» **GOAL OF THE EXERCISE**: The complete listing below should be transcribed precisely.

-=-=-=-=-

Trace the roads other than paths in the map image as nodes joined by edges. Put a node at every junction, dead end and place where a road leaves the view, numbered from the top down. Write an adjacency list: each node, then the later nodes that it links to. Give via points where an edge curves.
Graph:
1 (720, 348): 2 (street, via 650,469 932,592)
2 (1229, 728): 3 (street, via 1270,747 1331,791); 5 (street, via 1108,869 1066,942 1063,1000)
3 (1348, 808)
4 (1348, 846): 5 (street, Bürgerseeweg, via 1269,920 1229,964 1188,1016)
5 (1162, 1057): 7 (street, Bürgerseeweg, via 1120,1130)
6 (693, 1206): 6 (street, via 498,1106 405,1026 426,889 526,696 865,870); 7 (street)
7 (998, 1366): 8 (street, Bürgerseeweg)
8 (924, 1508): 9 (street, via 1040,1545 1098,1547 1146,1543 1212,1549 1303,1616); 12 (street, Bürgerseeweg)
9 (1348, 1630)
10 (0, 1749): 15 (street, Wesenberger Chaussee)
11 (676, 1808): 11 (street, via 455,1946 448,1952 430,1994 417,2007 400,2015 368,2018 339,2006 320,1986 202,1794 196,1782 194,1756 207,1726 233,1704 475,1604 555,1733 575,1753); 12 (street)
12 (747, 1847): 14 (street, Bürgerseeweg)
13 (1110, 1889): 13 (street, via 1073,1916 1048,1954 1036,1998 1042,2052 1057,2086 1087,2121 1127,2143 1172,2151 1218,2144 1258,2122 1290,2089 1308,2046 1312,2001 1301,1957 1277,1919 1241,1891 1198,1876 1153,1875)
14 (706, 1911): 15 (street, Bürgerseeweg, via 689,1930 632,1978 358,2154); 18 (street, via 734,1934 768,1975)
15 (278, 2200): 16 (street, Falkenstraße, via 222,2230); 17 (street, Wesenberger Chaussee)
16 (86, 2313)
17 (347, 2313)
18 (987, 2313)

-=-=-=-=-

» **YOUR SOLUTION**:
Trace the roads other than paths in the map image as nodes joined by edges. Put a node at every junction, dead end and place where a road leaves the view, numbered from the top down. Write an adjacency list: each node, then the later nodes that it links to. Give via points where an edge curves.
Graph:
1 (720, 348): 2 (street, via 650,469 932,592)
2 (1229, 728): 3 (street, via 1270,747 1331,791); 5 (street, via 1108,869 1066,942 1063,1000)
3 (1348, 808)
4 (1348, 846): 5 (street, Bürgerseeweg, via 1269,920 1229,964 1188,1016)
5 (1162, 1057): 7 (street, Bürgerseeweg, via 1120,1130)
6 (693, 1206): 6 (street, via 498,1106 405,1026 426,889 526,696 865,870); 7 (street)
7 (998, 1366): 8 (street, Bürgerseeweg)
8 (924, 1508): 9 (street, via 1040,1545 1098,1547 1146,1543 1212,1549 1303,1616); 12 (street, Bürgerseeweg)
9 (1348, 1630)
10 (0, 1749): 15 (street, Wesenberger Chaussee)
11 (676, 1808): 11 (street, via 455,1946 448,1952 430,1994 417,2007 400,2015 368,2018 339,2006 320,1986 202,1794 196,1782 194,1756 207,1726 233,1704 475,1604 555,1733 575,1753); 12 (street)
12 (747, 1847): 14 (street, Bürgerseeweg)
13 (1110, 1889): 13 (street, via 1073,1916 1048,1954 1036,1998 1042,2052 1057,2086 1087,2121 1127,2143 1172,2151 1218,2144 1258,2122 1290,2089 1308,2046 1312,2001 1301,1957 1277,1919 1241,1891 1198,1876 1153,1875)
14 (706, 1911): 15 (street, Bürgerseeweg, via 689,1930 632,1978 358,2154); 18 (street, via 734,1934 768,1975)
15 (278, 2200): 16 (street, Falkenstraße, via 222,2230); 17 (street, Wesenberger Chaussee)
16 (86, 2313)
17 (347, 2313)
18 (987, 2313)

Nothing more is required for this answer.